We have responded to Daniel Johnson MSP’s bill consultation.

Our response draws on our previous work, including our investigation into restraint and seclusion in schools No Safe Place, and emphasises the reasons statutory guidance on restraint and seclusion is needed to meet children’s human rights under international law.


We welcome Daniel Johnson MSP’s proposal for a Member’s Bill on the use of restraint, seclusion and restrictive practices[1] in schools. Our office strongly agrees that children’s rights in this area must be protected in law. While we understand why the consultation is limited to school settings, we have long argued that there is a need for a consistent legal framework covering restraint in all situations in which children are in the care of the State. Scottish Government should identify a suitable legislative vehicle to put this in place at the earliest opportunity.  

No Safe Place

In 2018, our office published No Safe Place – our investigation into restraint and seclusion in schools[2]. The investigation reflected our escalating concerns about the extent to which children, often very young, and often disabled, were experiencing restraint, sometimes to injury. We found that guidance at local authority level was inconsistent, with significant variations in practice. Four councils had no policies or guidance in place at all. This placed children at risk of inappropriate and unsafe practices which could result in serious injury. Only 18 councils recorded all incidents of restraint and seclusion, meaning that we were unable to understand the extent of the use of restraint across Scotland. National guidance, including on reporting and monitoring, was virtually non-existent.

Human Rights framework

As our investigation report outlined, restraint, seclusion and restrictive practices engage a number of children’s human rights under both the UNCRC and the European Convention on Human Rights (ECHR).[3] Inappropriate use of restraint can amount to “inhuman or degrading treatment or punishment” which is prohibited by Article 3 of the ECHR (the prohibition of torture). Article 3 is an absolute right, interference with which cannot be justified on any grounds. Both the UNCRC (Article 37) and UN Convention on the Rights of People with Disabilities (UNCRPD – Article 15) contain equivalent prohibitions on cruel, inhuman or degrading treatment or punishment.  Article 8 ECHR, which includes the right to bodily integrity, and UNCRC Article 18, which outlines the right to protection from violence and injury are also engaged.

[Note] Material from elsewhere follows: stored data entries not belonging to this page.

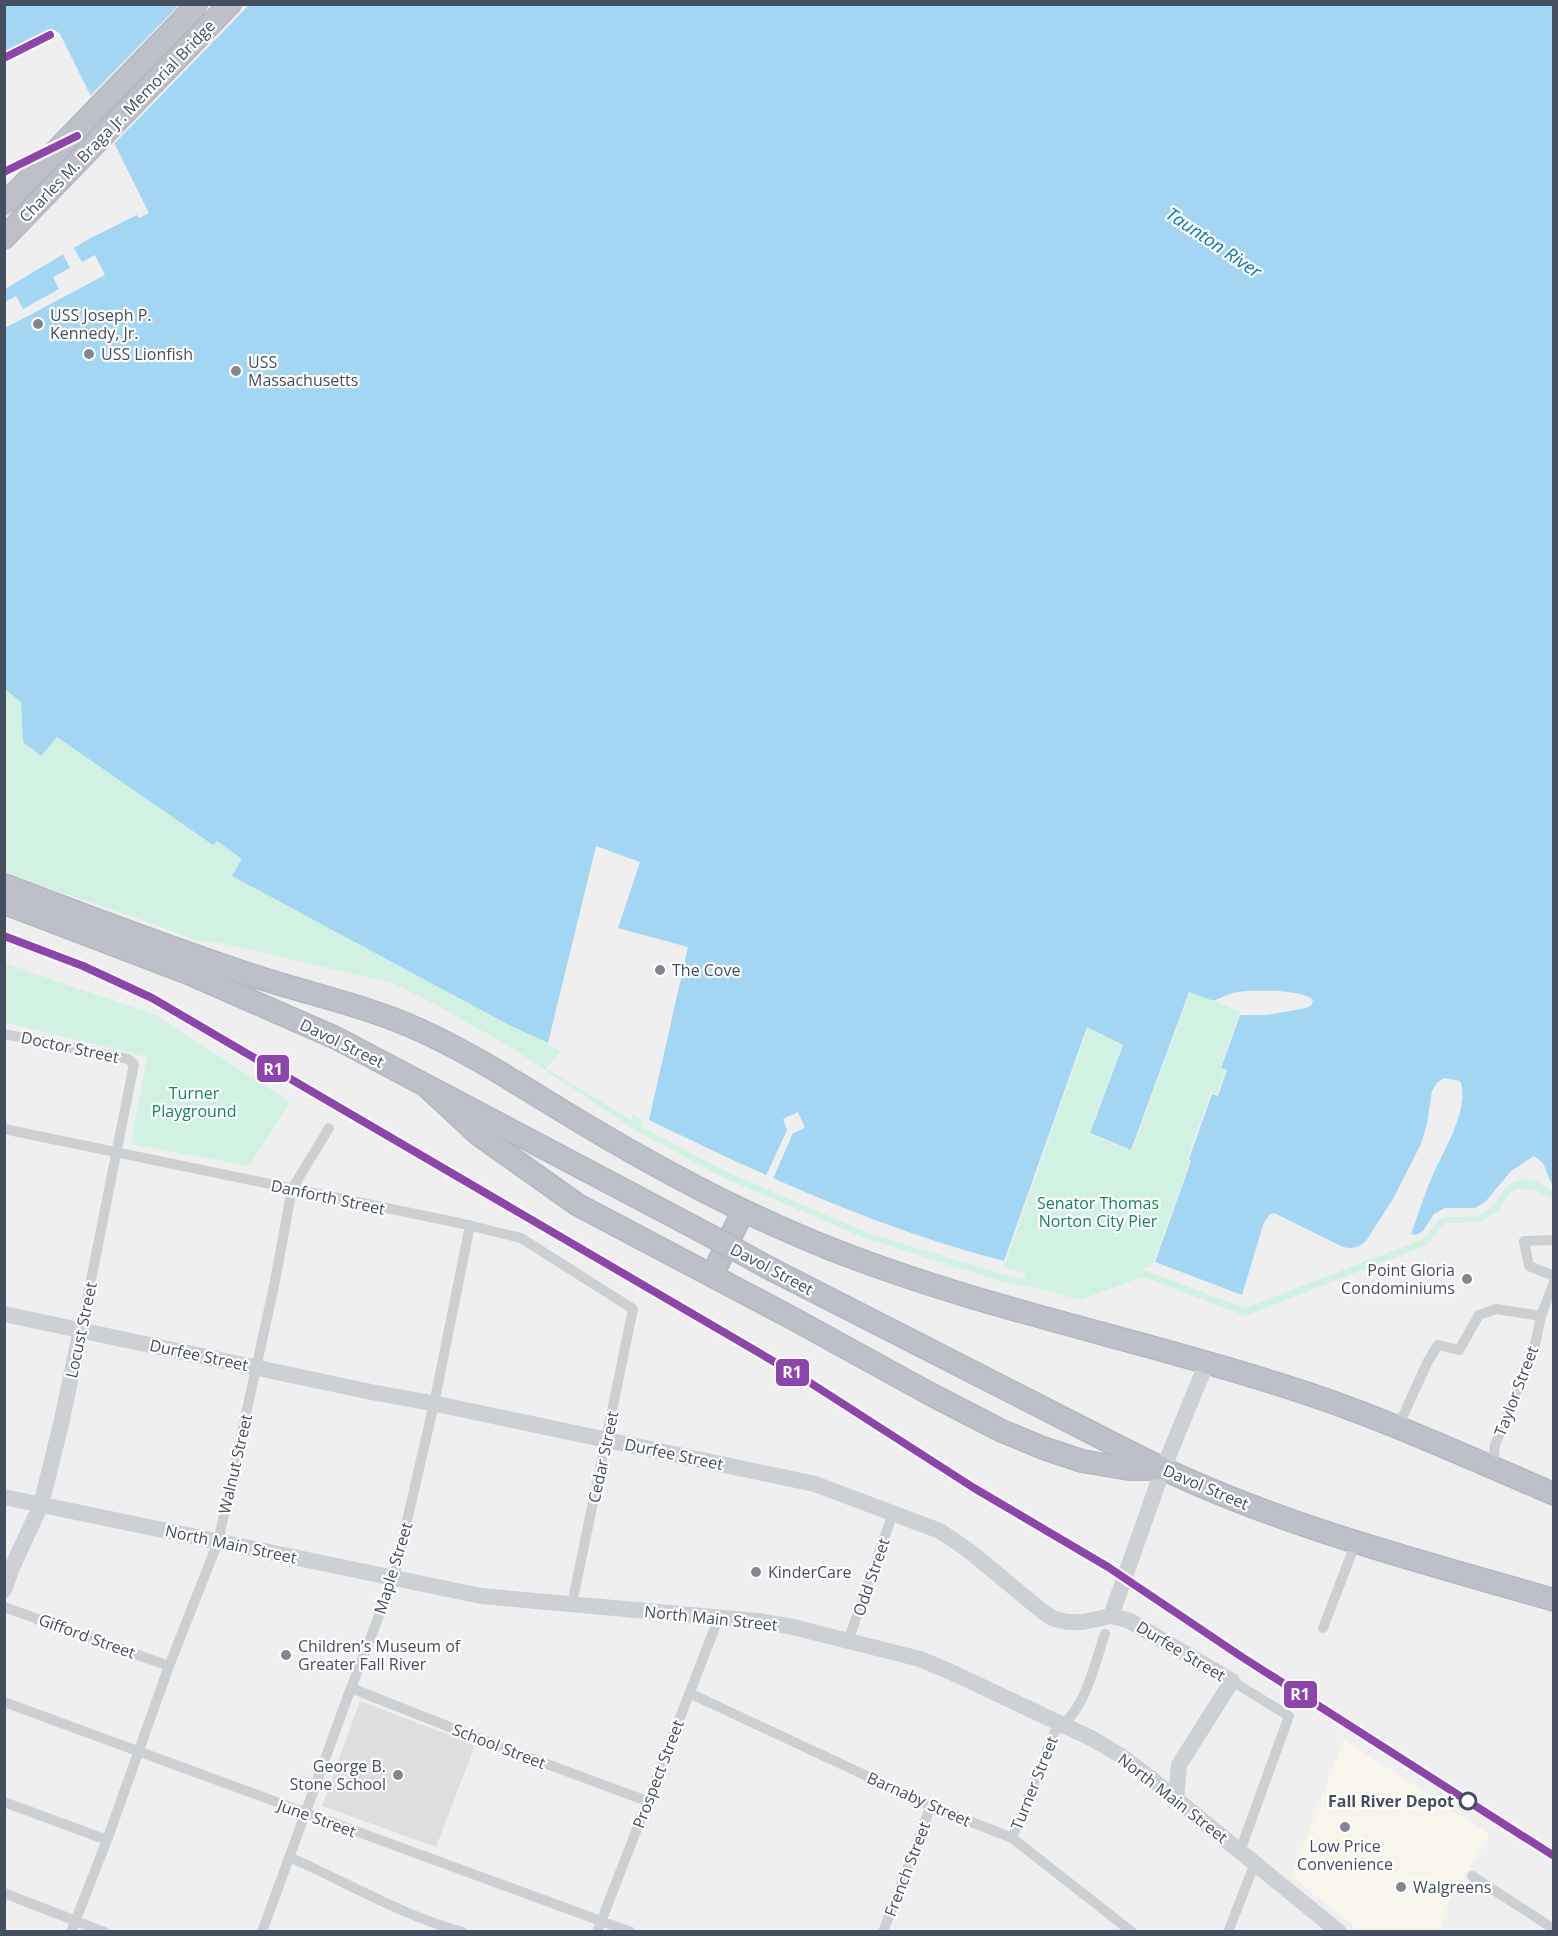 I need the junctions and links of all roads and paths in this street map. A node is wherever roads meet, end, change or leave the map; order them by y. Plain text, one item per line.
1 (198, 4) edge
2 (230, 4) edge
3 (4, 205) edge
4 (4, 238) edge
5 (4, 885) edge
6 (4, 903) edge
7 (4, 918) edge
8 (188, 973) junction
9 (4, 1034) edge
10 (134, 1064) joint
11 (425, 1085) junction
12 (329, 1128) dead end
13 (4, 1129) edge
14 (117, 1154) junction
15 (292, 1189) junction
16 (743, 1211) junction
17 (470, 1226) junction
18 (1554, 1240) edge
19 (712, 1276) junction
20 (1554, 1276) edge
21 (1554, 1282) edge
22 (633, 1309) joint
23 (4, 1314) edge
24 (1541, 1316) junction
25 (81, 1330) junction
26 (1207, 1362) junction
27 (256, 1367) junction
28 (434, 1404) junction
29 (1398, 1427) junction
30 (606, 1439) junction
31 (1493, 1467) junction
32 (1163, 1469) junction
33 (1554, 1494) edge
34 (4, 1497) edge
35 (41, 1505) junction
36 (893, 1513) junction
37 (218, 1542) junction
38 (1361, 1543) junction
39 (394, 1577) junction
40 (4, 1590) edge
41 (1554, 1600) edge
42 (572, 1604) junction
43 (4, 1607) edge
44 (1111, 1616) junction
45 (719, 1617) junction
46 (1323, 1628) dead end
47 (1105, 1634) dead end
48 (848, 1641) junction
49 (168, 1666) junction
50 (1232, 1682) junction
51 (351, 1688) junction
52 (689, 1693) junction
53 (4, 1702) edge
54 (1064, 1725) junction
55 (137, 1752) junction
56 (1179, 1765) junction
57 (1149, 1776) junction
58 (1176, 1799) junction
59 (647, 1801) junction
60 (4, 1802) edge
61 (932, 1806) junction
62 (305, 1814) junction
63 (1012, 1838) junction
64 (106, 1840) junction
65 (1240, 1851) junction
66 (289, 1857) junction
67 (1255, 1863) junction
68 (1472, 1876) dead end
69 (4, 1893) edge
70 (601, 1920) junction
71 (73, 1926) edge
72 (1553, 1929) edge
73 (104, 1932) edge
74 (262, 1932) edge
75 (463, 1932) edge
76 (597, 1932) edge
77 (631, 1932) edge
78 (883, 1932) edge
79 (1132, 1932) edge
80 (1228, 1932) edge
81 (1339, 1932) edge

1 - 3 highway, Charles M. Braga Jr. Memorial Bridge, bridge
2 - 4 highway, Charles M. Braga Jr. Memorial Bridge
5 - 16 highway, Davol Street
6 - 8 highway, Davol Street
7 - 8 highway
8 - 11 highway, Davol Street
9 - 10 street, Doctor Street
10 - 14 street, Locust Street
11 - 19 highway
11 - 32 highway, Davol Street, bridge
12 - 15 street, Walnut Street
13 - 14 street, Danforth Street
14 - 15 street, Danforth Street
14 - 25 street, Locust Street
15 - 17 street, Danforth Street
15 - 27 street, Walnut Street
16 - 19 highway
16 - 26 highway, Davol Street
17 - 22 street, Danforth Street
17 - 28 street, Maple Street
18 - 20 street
19 - 32 highway
21 - 24 street, Taylor Street
22 - 30 street, Cedar Street
23 - 25 main road, Durfee Street
24 - 29 street
24 - 31 street, Taylor Street
25 - 27 main road, Durfee Street
25 - 35 main road, Locust Street
26 - 29 highway, Davol Street
26 - 32 main road
27 - 28 main road, Durfee Street
27 - 37 street, Walnut Street
28 - 30 main road, Durfee Street
28 - 39 street, Maple Street
29 - 31 highway, Davol Street
30 - 36 main road, Durfee Street
30 - 42 street, Cedar Street
31 - 33 highway, Davol Street
32 - 38 highway, Davol Street
32 - 44 main road
34 - 35 main road, North Main Street
35 - 37 main road, North Main Street
35 - 40 main road, Locust Street
36 - 44 main road, Durfee Street
36 - 48 street, Odd Street
37 - 39 main road, North Main Street
37 - 49 street, Walnut Street
38 - 41 highway, Davol Street
38 - 46 street
39 - 42 main road, North Main Street
39 - 51 street, Maple Street
42 - 45 main road, North Main Street
43 - 49 street, Gifford Street
44 - 50 main road, Durfee Street
45 - 48 main road, North Main Street
45 - 52 street, Prospect Street
47 - 54 street, Turner Street
48 - 54 main road, North Main Street
49 - 55 street, Walnut Street
50 - 56 main road
50 - 65 street, Durfee Street
51 - 59 street, School Street
51 - 62 street, Maple Street
52 - 59 street, Prospect Street
52 - 61 street, Barnaby Street
53 - 55 street, June Street
54 - 57 main road, North Main Street
54 - 63 street, Turner Street
55 - 62 street, June Street
55 - 64 street, Walnut Street
56 - 57 main road
56 - 58 main road
57 - 58 main road, North Main Street
58 - 65 main road, North Main Street
59 - 70 street, Prospect Street
60 - 64 street
61 - 63 street, Barnaby Street
61 - 78 street, French Street
62 - 66 street, Maple Street
62 - 70 street, June Street
63 - 79 street, Barnaby Street
64 - 71 street, Walnut Street
65 - 67 main road, North Main Street
66 - 74 street, Maple Street
66 - 75 street
67 - 80 street
67 - 81 main road, North Main Street
68 - 72 street
69 - 71 street
70 - 76 street, Prospect Street
70 - 77 street, June Street
71 - 73 street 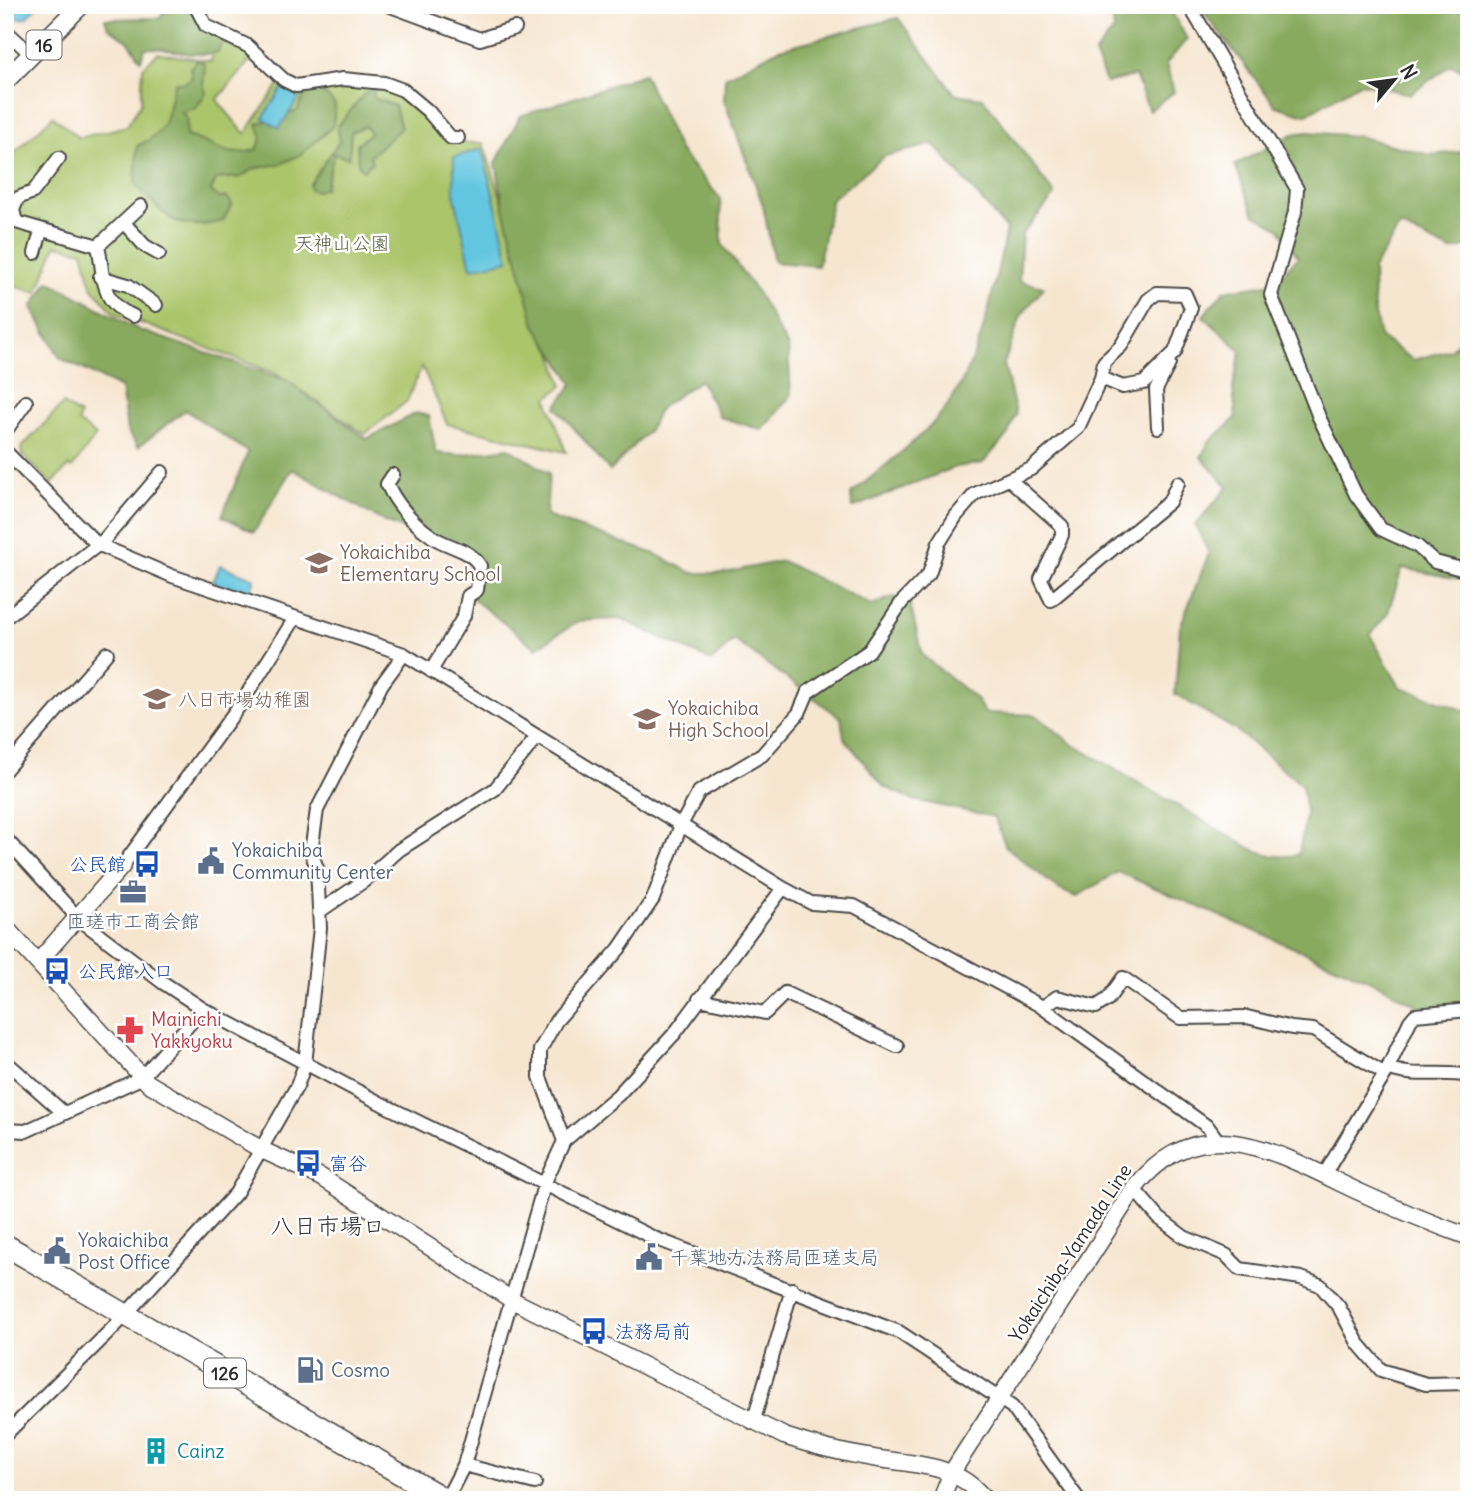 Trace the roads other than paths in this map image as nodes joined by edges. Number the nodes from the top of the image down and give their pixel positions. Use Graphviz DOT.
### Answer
graph roads {
  1 [pos="80,5"];
  2 [pos="195,5"];
  3 [pos="388,5"];
  4 [pos="1189,5"];
  5 [pos="515,28"];
  6 [pos="5,30"];
  7 [pos="33,57"];
  8 [pos="5,81"];
  9 [pos="458,138"];
  10 [pos="60,158"];
  11 [pos="141,206"];
  12 [pos="10,222"];
  13 [pos="124,223"];
  14 [pos="41,231"];
  15 [pos="98,246"];
  16 [pos="35,253"];
  17 [pos="159,254"];
  18 [pos="100,278"];
  19 [pos="156,305"];
  20 [pos="133,316"];
  21 [pos="1175,352"];
  22 [pos="1101,378"];
  23 [pos="26,402"];
  24 [pos="1158,427"];
  25 [pos="5,432"];
  26 [pos="5,451"];
  27 [pos="162,472"];
  28 [pos="393,475"];
  29 [pos="1009,479"];
  30 [pos="1178,483"];
  31 [pos="97,544"];
  32 [pos="1469,571"];
  33 [pos="5,618"];
  34 [pos="295,618"];
  35 [pos="107,653"];
  36 [pos="404,654"];
  37 [pos="431,671"];
  38 [pos="537,737"];
  39 [pos="5,770"];
  40 [pos="681,825"];
  41 [pos="5,838"];
  42 [pos="123,865"];
  43 [pos="783,888"];
  44 [pos="320,911"];
  45 [pos="79,919"];
  46 [pos="5,927"];
  47 [pos="38,962"];
  48 [pos="699,999"];
  49 [pos="1043,1007"];
  50 [pos="204,1009"];
  51 [pos="1469,1010"];
  52 [pos="897,1046"];
  53 [pos="5,1061"];
  54 [pos="305,1064"];
  55 [pos="1386,1071"];
  56 [pos="1469,1076"];
  57 [pos="141,1078"];
  58 [pos="64,1113"];
  59 [pos="5,1130"];
  60 [pos="564,1141"];
  61 [pos="1218,1141"];
  62 [pos="262,1150"];
  63 [pos="1324,1175"];
  64 [pos="545,1182"];
  65 [pos="1134,1189"];
  66 [pos="1469,1237"];
  67 [pos="5,1245"];
  68 [pos="792,1289"];
  69 [pos="512,1300"];
  70 [pos="125,1315"];
  71 [pos="1469,1383"];
  72 [pos="1000,1397"];
  73 [pos="753,1423"];
  74 [pos="5,1435"];
  75 [pos="464,1465"];
  76 [pos="952,1472"];
  77 [pos="535,1483"];
  78 [pos="446,1500"];
  79 [pos="941,1500"];
  80 [pos="985,1500"];
  81 [pos="1079,1500"];
  1 -- 7 [label="main road, 16"];
  2 -- 9 [label="street"];
  3 -- 5 [label="street"];
  4 -- 32 [label="street"];
  6 -- 7 [label="street"];
  7 -- 8 [label="main road, 16"];
  10 -- 12 [label="street"];
  11 -- 13 [label="street"];
  12 -- 14 [label="street"];
  13 -- 15 [label="street"];
  13 -- 17 [label="street"];
  14 -- 15 [label="street"];
  14 -- 16 [label="street"];
  15 -- 18 [label="street"];
  18 -- 19 [label="street"];
  18 -- 20 [label="street"];
  21 -- 22 [label="street"];
  21 -- 22 [label="street"];
  21 -- 24 [label="street"];
  22 -- 29 [label="street"];
  23 -- 25 [label="street"];
  26 -- 31 [label="street"];
  27 -- 31 [label="street"];
  28 -- 37 [label="street"];
  29 -- 30 [label="street"];
  29 -- 40 [label="street"];
  31 -- 33 [label="street"];
  31 -- 34 [label="street"];
  34 -- 36 [label="street"];
  34 -- 42 [label="street"];
  35 -- 39 [label="street"];
  36 -- 37 [label="street"];
  36 -- 44 [label="street"];
  37 -- 38 [label="street"];
  38 -- 40 [label="street"];
  38 -- 44 [label="street"];
  40 -- 43 [label="street"];
  40 -- 60 [label="street"];
  41 -- 45 [label="street"];
  42 -- 45 [label="street"];
  43 -- 48 [label="street"];
  43 -- 49 [label="street"];
  44 -- 54 [label="street"];
  45 -- 47 [label="street"];
  45 -- 50 [label="street"];
  46 -- 47 [label="street"];
  47 -- 57 [label="street"];
  48 -- 52 [label="street"];
  48 -- 60 [label="street"];
  49 -- 55 [label="street"];
  49 -- 61 [label="street"];
  50 -- 54 [label="street"];
  50 -- 57 [label="street"];
  51 -- 55 [label="street"];
  53 -- 58 [label="street"];
  54 -- 62 [label="street"];
  54 -- 64 [label="street"];
  55 -- 56 [label="street"];
  55 -- 63 [label="street"];
  57 -- 58 [label="street"];
  57 -- 62 [label="street"];
  58 -- 59 [label="street"];
  60 -- 64 [label="street"];
  61 -- 63 [label="street, Yokaichiba-Yamada Line"];
  61 -- 65 [label="street, Yokaichiba-Yamada Line"];
  62 -- 69 [label="street"];
  62 -- 70 [label="street"];
  63 -- 66 [label="street, Yokaichiba-Yamada Line"];
  64 -- 68 [label="street"];
  64 -- 69 [label="street"];
  65 -- 71 [label="street"];
  65 -- 72 [label="street, Yokaichiba-Yamada Line"];
  67 -- 70 [label="highway, 126"];
  68 -- 72 [label="street"];
  68 -- 73 [label="street"];
  69 -- 73 [label="street"];
  69 -- 75 [label="street"];
  70 -- 74 [label="street"];
  70 -- 78 [label="highway, 126"];
  72 -- 76 [label="street, Yokaichiba-Yamada Line"];
  72 -- 81 [label="street"];
  73 -- 76 [label="street"];
  75 -- 77 [label="street"];
  75 -- 78 [label="street"];
  76 -- 79 [label="street, Yokaichiba-Yamada Line"];
  76 -- 80 [label="street"];
}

There have been instances, in the UK and elsewhere, where inappropriate use of restraint has resulted in the death of a child[4]. In other cases, children have been seriously injured[5]. The necessity of appropriate guidance on the use of restraint therefore engages children’s right to life in Article 2 of the ECHR and Article 6 of the UNCRC. The latter extends an obligation on states to “ensure to the maximum extent possible the survival and development of the child”.

The test, derived from human rights standards, is that restraint should only ever be used as a last resort, to prevent an immediate risk of harm to the child or another person, using the minimum necessary force and for the shortest time possible.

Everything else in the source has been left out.